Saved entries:
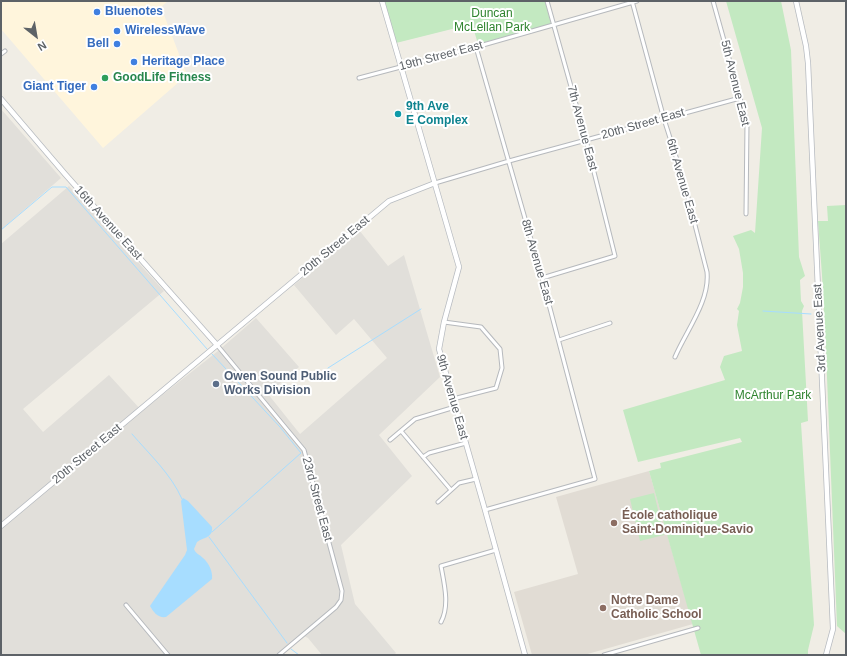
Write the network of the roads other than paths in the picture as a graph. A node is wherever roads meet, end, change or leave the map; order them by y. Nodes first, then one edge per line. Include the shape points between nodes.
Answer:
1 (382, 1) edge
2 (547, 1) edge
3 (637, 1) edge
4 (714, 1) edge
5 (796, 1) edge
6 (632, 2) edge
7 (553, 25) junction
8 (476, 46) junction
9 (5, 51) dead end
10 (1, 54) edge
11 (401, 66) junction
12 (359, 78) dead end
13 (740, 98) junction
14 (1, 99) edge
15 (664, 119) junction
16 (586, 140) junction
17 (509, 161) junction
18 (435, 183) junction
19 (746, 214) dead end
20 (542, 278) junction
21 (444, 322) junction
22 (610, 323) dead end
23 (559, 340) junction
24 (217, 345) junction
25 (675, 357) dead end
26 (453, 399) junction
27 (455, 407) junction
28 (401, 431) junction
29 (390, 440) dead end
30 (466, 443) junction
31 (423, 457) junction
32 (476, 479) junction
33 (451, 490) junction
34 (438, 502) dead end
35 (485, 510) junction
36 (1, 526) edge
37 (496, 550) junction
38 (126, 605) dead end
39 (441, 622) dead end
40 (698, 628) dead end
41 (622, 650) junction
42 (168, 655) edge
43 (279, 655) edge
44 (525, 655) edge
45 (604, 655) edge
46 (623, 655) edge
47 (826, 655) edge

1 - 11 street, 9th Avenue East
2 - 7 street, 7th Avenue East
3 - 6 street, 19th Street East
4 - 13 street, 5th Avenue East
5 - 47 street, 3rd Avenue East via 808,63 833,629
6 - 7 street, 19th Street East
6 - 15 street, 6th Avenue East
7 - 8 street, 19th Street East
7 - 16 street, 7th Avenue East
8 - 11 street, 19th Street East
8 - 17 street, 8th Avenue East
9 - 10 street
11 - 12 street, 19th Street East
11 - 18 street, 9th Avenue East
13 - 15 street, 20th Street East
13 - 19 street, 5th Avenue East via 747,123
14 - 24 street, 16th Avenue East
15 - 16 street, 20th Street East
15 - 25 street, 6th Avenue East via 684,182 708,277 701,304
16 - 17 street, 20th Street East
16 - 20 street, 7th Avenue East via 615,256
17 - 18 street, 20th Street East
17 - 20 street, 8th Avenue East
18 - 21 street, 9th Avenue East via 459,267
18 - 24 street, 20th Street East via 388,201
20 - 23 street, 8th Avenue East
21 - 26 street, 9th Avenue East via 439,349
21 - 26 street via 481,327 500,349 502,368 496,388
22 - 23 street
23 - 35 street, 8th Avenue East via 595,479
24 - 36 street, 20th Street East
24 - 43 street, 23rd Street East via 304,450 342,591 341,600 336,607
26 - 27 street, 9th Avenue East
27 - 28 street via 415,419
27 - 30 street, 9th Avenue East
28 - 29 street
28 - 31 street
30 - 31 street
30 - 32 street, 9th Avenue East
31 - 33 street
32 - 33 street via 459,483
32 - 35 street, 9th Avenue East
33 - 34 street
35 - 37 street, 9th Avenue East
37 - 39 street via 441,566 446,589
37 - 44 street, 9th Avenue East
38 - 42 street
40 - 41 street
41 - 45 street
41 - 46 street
* * *
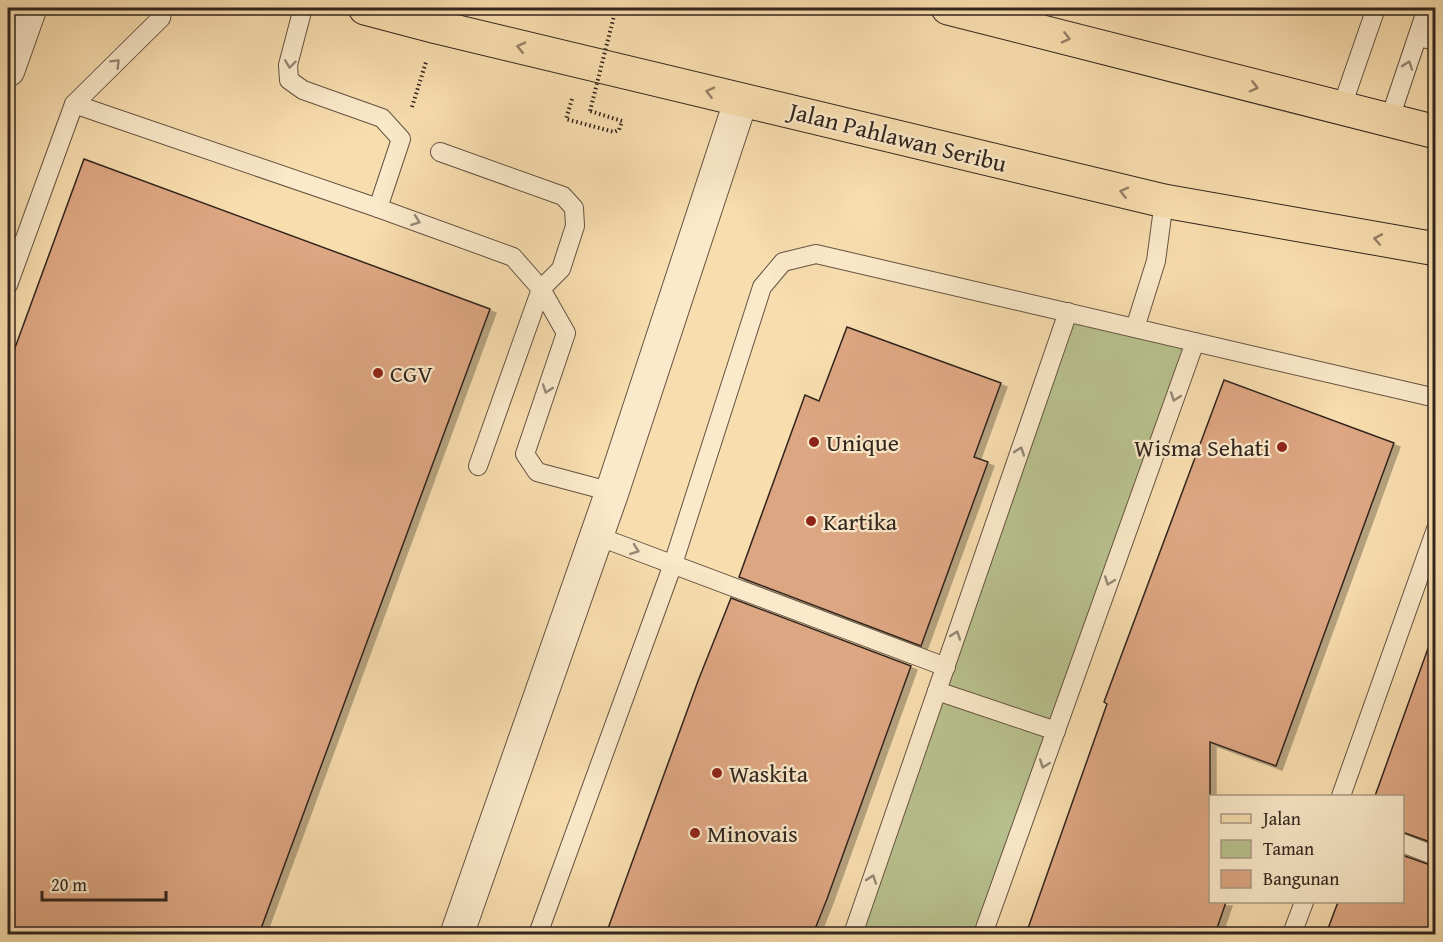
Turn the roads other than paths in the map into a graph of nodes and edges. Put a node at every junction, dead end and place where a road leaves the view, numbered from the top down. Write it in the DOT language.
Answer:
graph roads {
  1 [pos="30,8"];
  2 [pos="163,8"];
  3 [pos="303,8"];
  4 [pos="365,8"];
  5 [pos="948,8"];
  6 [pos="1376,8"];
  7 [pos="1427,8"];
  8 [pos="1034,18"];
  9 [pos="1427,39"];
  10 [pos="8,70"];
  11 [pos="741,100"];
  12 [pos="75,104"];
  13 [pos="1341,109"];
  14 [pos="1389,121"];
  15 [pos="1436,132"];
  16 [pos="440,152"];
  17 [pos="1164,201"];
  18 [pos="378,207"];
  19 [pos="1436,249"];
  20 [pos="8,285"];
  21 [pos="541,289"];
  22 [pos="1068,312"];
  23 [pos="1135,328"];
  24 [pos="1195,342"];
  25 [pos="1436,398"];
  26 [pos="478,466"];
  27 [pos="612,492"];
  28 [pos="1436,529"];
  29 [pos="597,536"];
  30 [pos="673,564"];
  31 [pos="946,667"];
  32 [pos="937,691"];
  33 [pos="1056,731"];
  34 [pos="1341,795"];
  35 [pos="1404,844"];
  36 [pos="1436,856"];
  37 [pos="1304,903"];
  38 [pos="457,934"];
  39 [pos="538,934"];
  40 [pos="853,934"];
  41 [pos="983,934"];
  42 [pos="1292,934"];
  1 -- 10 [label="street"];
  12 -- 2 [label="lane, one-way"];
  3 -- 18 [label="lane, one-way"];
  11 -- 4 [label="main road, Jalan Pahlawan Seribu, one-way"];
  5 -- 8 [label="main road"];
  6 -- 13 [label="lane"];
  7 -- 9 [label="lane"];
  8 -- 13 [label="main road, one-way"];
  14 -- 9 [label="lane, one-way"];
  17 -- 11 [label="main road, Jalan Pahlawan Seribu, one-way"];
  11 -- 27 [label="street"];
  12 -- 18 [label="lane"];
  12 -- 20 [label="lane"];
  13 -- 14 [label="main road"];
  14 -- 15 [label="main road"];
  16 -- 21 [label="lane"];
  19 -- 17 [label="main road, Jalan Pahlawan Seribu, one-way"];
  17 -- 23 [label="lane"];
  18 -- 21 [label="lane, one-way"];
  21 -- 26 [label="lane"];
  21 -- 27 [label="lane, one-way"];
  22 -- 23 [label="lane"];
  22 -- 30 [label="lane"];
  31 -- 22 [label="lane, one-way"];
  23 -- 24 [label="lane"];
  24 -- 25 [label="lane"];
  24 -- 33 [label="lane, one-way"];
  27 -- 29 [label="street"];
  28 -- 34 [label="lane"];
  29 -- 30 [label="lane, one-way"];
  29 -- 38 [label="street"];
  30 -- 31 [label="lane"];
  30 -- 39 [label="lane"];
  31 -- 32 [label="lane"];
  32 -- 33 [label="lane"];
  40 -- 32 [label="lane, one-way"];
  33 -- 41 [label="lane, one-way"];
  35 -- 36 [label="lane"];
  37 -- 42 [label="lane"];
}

THE TASK
The answer must consist of every line above that contains the word "main".

ANSWER TO THIS TASK
  11 -- 4 [label="main road, Jalan Pahlawan Seribu, one-way"];
  5 -- 8 [label="main road"];
  8 -- 13 [label="main road, one-way"];
  17 -- 11 [label="main road, Jalan Pahlawan Seribu, one-way"];
  13 -- 14 [label="main road"];
  14 -- 15 [label="main road"];
  19 -- 17 [label="main road, Jalan Pahlawan Seribu, one-way"];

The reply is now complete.